Дуня села. Свидригайлов сел подле нее.
– Все это от вас зависит, от вас, от вас одной, – начал он с сверкающими глазами, почти шепотом, сбиваясь и даже не выговаривая иных слов от волнения.
Дуня в испуге отшатнулась от него дальше. Он тоже весь дрожал.
– Вы… одно ваше слово, и он спасен! Я… я его спасу. У меня есть деньги и друзья. Я тотчас отправлю его, а сам возьму паспорт, два паспорта. Один его, другой мой. У меня друзья; у меня есть деловые люди… Хотите? Я возьму еще вам паспорт… вашей матери… зачем вам Разумихин? Я вас также люблю… Я вас бесконечно люблю. Дайте мне край вашего платья поцеловать, дайте! дайте! Я не могу слышать, как оно шумит. Скажите мне: сделай то, и я сделаю! Я все сделаю. Я невозможное сделаю. Чему вы веруете, тому и я буду веровать. Я все, все сделаю! Не смотрите, не смотрите на меня так! Знаете ли, что вы меня убиваете…

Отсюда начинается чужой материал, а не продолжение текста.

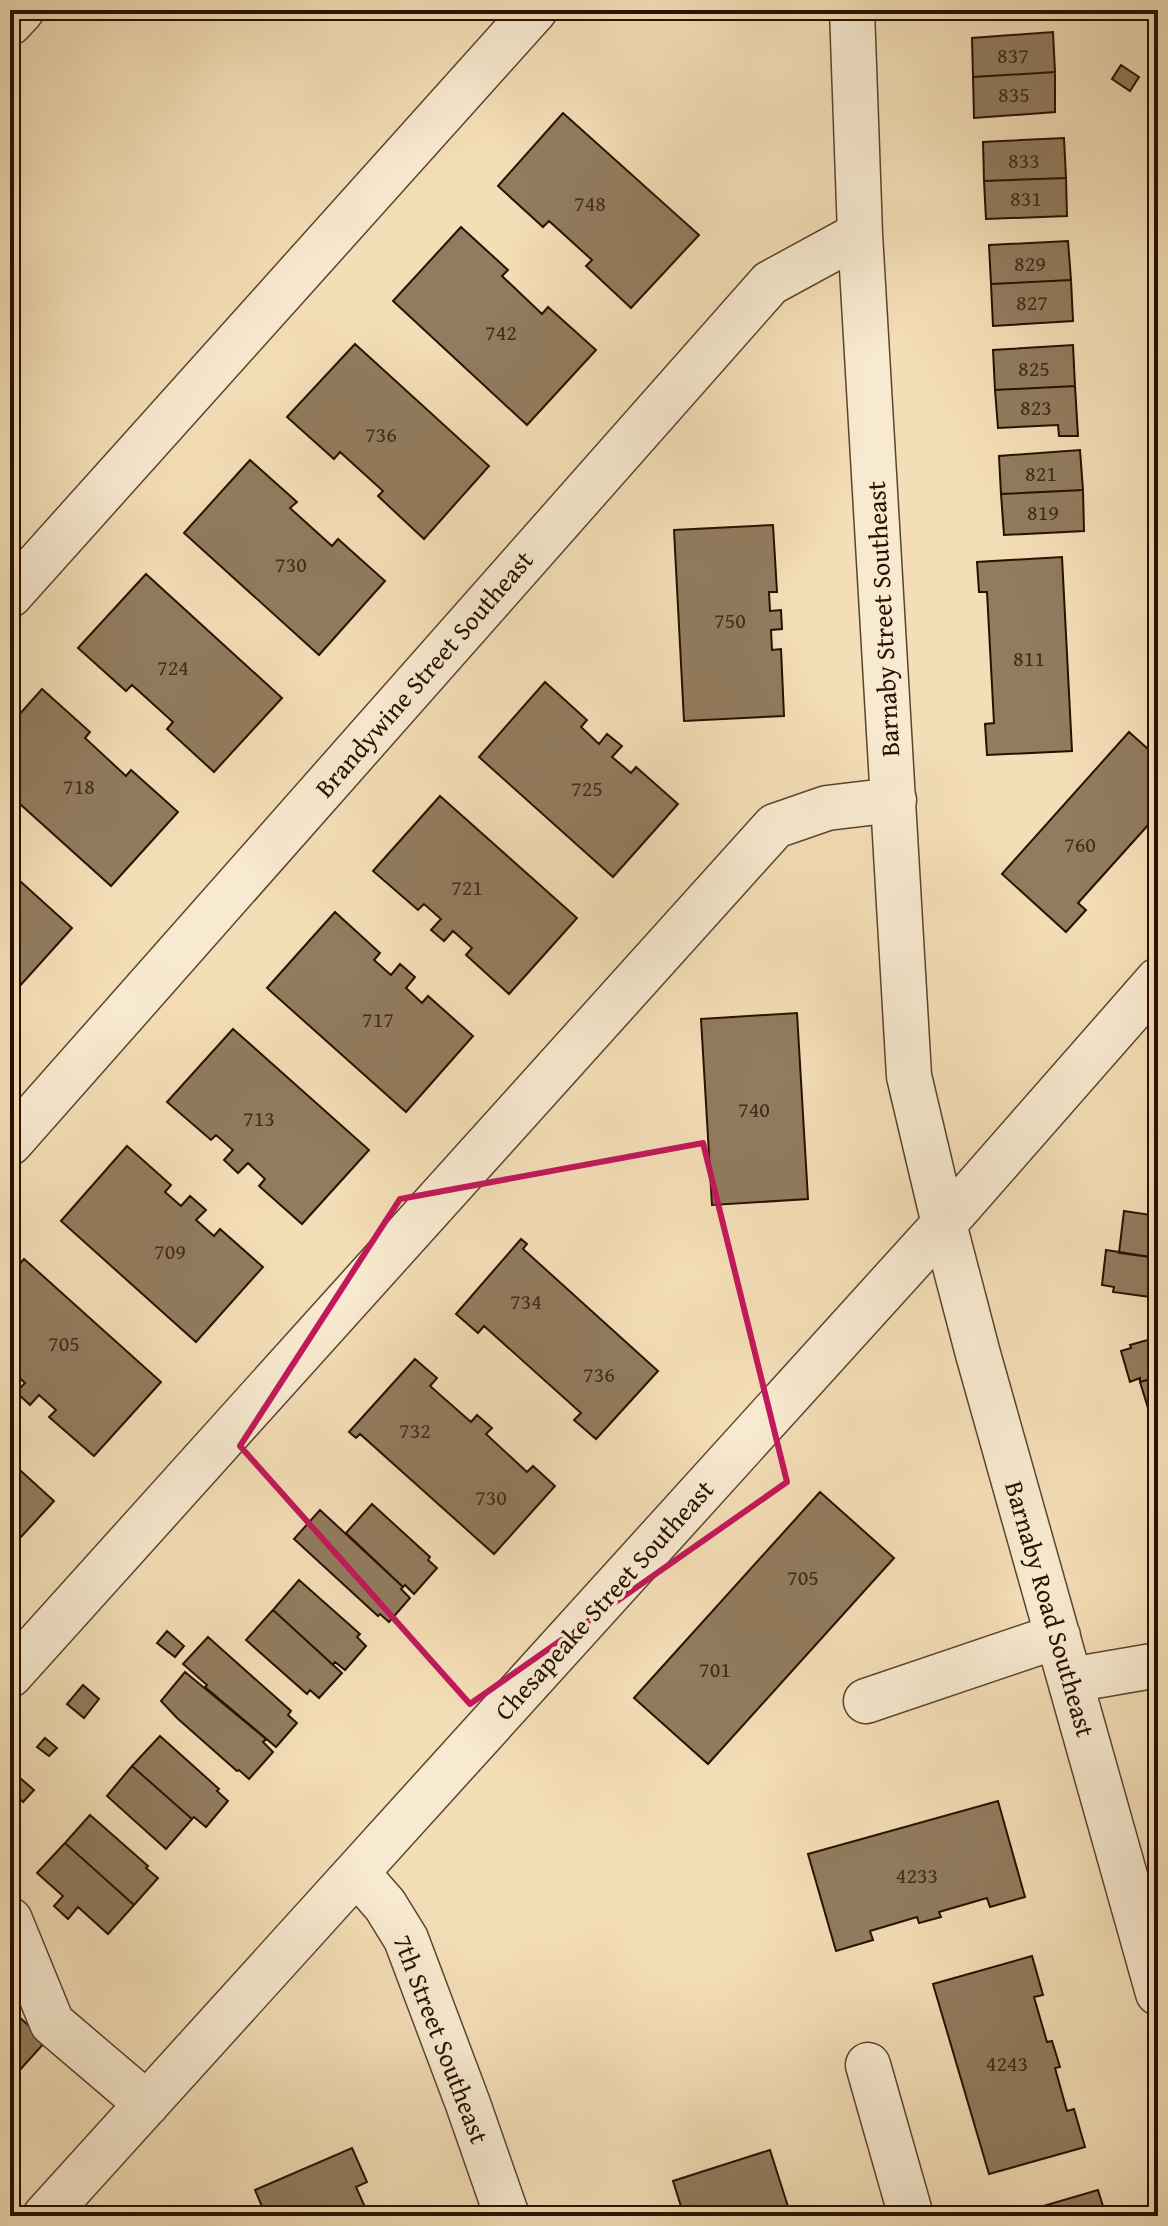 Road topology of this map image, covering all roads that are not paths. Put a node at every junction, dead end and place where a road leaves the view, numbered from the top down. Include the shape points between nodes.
1 (22, 10) edge
2 (535, 10) edge
3 (852, 10) edge
4 (10, 23) edge
5 (860, 234) junction
6 (10, 595) edge
7 (894, 800) junction
8 (1158, 980) edge
9 (10, 1143) edge
10 (944, 1224) junction
11 (1058, 1636) junction
12 (1158, 1665) edge
13 (10, 1675) edge
14 (1071, 1680) junction
15 (866, 1701) dead end
16 (357, 1873) junction
17 (10, 1920) edge
18 (1158, 1993) edge
19 (868, 2065) dead end
20 (147, 2104) junction
21 (45, 2216) edge
22 (507, 2216) edge
23 (911, 2216) edge

1 - 4 street
2 - 6 street
3 - 5 street, Barnaby Street Southeast
5 - 7 street, Barnaby Street Southeast
5 - 9 street, Brandywine Street Southeast via 770,283
7 - 10 street, Barnaby Street Southeast via 909,1076
7 - 13 street via 827,808 775,826
8 - 10 street, Chesapeake Street Southeast
10 - 11 street, Barnaby Road Southeast
10 - 16 street, Chesapeake Street Southeast
11 - 14 street, Barnaby Road Southeast
11 - 15 street
12 - 14 street
14 - 18 street, Barnaby Road Southeast
16 - 20 street, Chesapeake Street Southeast
16 - 22 street, 7th Street Southeast via 406,1939
17 - 20 street via 52,2023
19 - 23 street
20 - 21 street, Chesapeake Street Southeast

Он начинал даже бредить. С ним что-то вдруг сделалось, точно ему в голову вдруг ударило. Дуня вскочила и бросилась к дверям.

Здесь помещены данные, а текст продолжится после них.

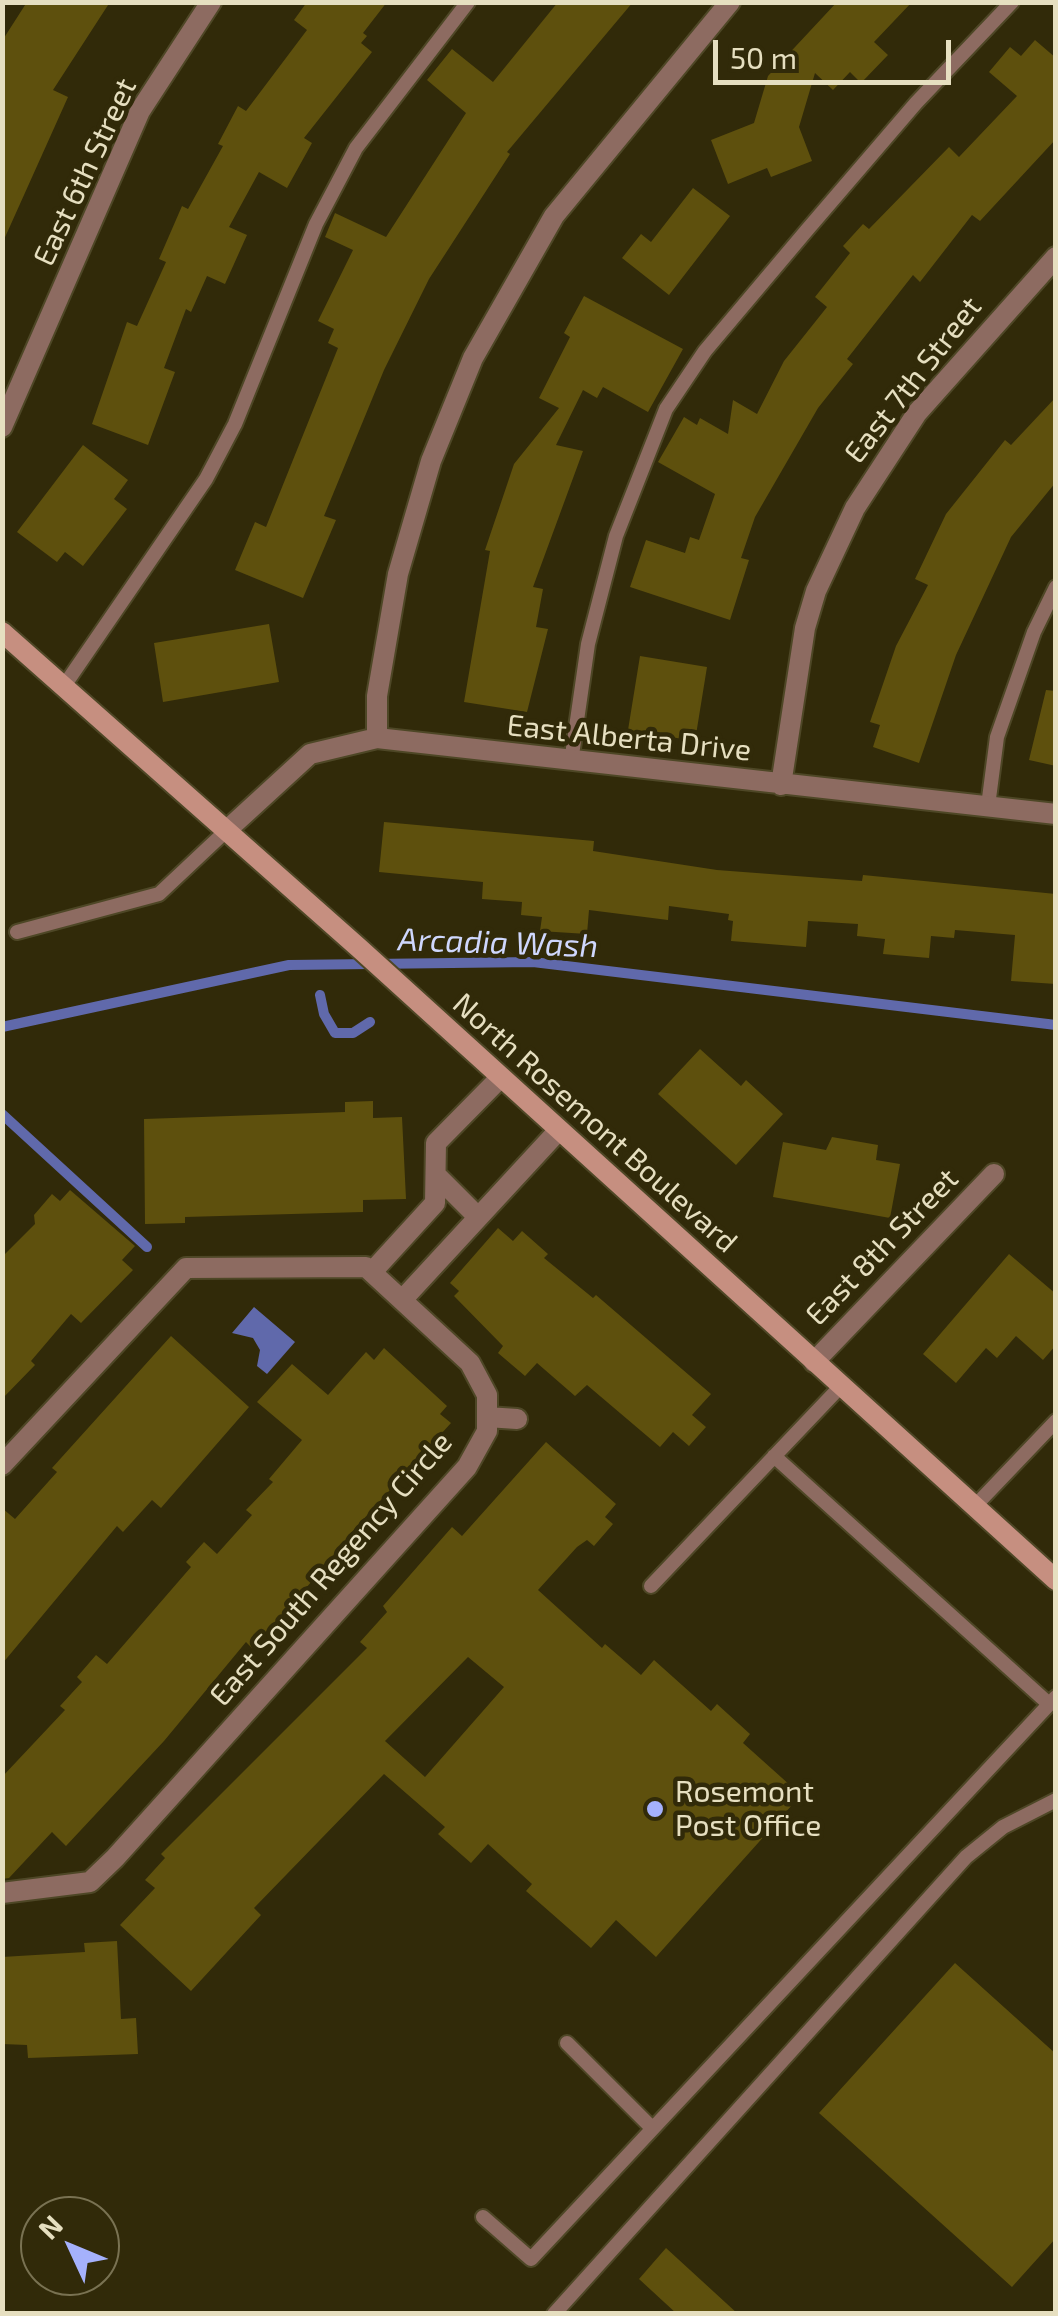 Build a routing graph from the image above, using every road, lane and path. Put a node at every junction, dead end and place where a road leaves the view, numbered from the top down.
1 (210, 2) edge
2 (468, 2) edge
3 (730, 2) edge
4 (1012, 2) edge
5 (1056, 258) edge
6 (2, 427) edge
7 (1056, 587) edge
8 (3, 632) edge
9 (64, 686) junction
10 (377, 738) junction
11 (571, 762) junction
12 (781, 785) junction
13 (988, 806) junction
14 (1056, 814) edge
15 (226, 831) junction
16 (17, 932) dead end
17 (500, 1078) junction
18 (559, 1130) junction
19 (994, 1174) dead end
20 (436, 1175) junction
21 (478, 1217) junction
22 (372, 1272) junction
23 (403, 1299) junction
24 (814, 1362) junction
25 (841, 1386) junction
26 (487, 1417) junction
27 (516, 1418) dead end
28 (1056, 1421) edge
29 (774, 1456) junction
30 (2, 1465) edge
31 (976, 1506) junction
32 (1056, 1580) edge
33 (651, 1586) dead end
34 (1052, 1700) edge
35 (1056, 1800) edge
36 (2, 1893) edge
37 (567, 2043) dead end
38 (652, 2128) junction
39 (483, 2217) dead end
40 (554, 2314) edge

1 - 6 street, East 6th Street
2 - 9 lane
3 - 10 street
4 - 11 lane
5 - 12 street, East 7th Street
7 - 13 lane
8 - 9 street, North Rosemont Boulevard
9 - 15 street, North Rosemont Boulevard
10 - 11 street, East Alberta Drive
10 - 15 street, East Alberta Drive
11 - 12 street, East Alberta Drive
12 - 13 street, East Alberta Drive
13 - 14 street, East Alberta Drive
15 - 16 lane
15 - 17 street, North Rosemont Boulevard
17 - 18 street, North Rosemont Boulevard
17 - 20 street
18 - 21 street
18 - 24 street, North Rosemont Boulevard
19 - 24 street, East 8th Street
20 - 21 street
20 - 22 street
21 - 23 street
22 - 23 street, East South Regency Circle
22 - 30 street
23 - 26 street, East South Regency Circle
24 - 25 street, North Rosemont Boulevard
25 - 29 lane
25 - 31 street, North Rosemont Boulevard
26 - 27 street
26 - 36 street, East South Regency Circle
28 - 31 lane
29 - 33 lane
29 - 34 lane
31 - 32 street, North Rosemont Boulevard
34 - 38 lane
35 - 40 lane
37 - 38 lane
38 - 39 lane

– Отворите! отворите! – кричала она чрез дверь, призывая кого-нибудь и потрясая дверь руками. – Отворите же! Неужели нет никого?
Свидригайлов встал и опомнился. Злобная и насмешливая улыбка медленно выдавливалась на дрожавших еще губах его.
– Там никого нет дома, – проговорил он тихо и с расстановками, – хозяйка ушла, и напрасный труд так кричать: только себя волнуете понапрасну.
– Где ключ? Отвори сейчас дверь, сейчас, низкий человек!
– Я ключ потерял и не могу его отыскать.
– А? Так это насилие! – вскричала Дуня, побледнела как смерть и бросилась в угол, где поскорей заслонилась столиком, случившимся под рукой. Она не кричала; но она впилась взглядом в своего мучителя и зорко следила за каждым его движением. Свидригайлов тоже не двигался с места и стоял против нее на другом конце комнаты. Он даже овладел собою, по крайней мере снаружи. Но лицо его было бледно по-прежнему. Насмешливая улыбка не покидала его.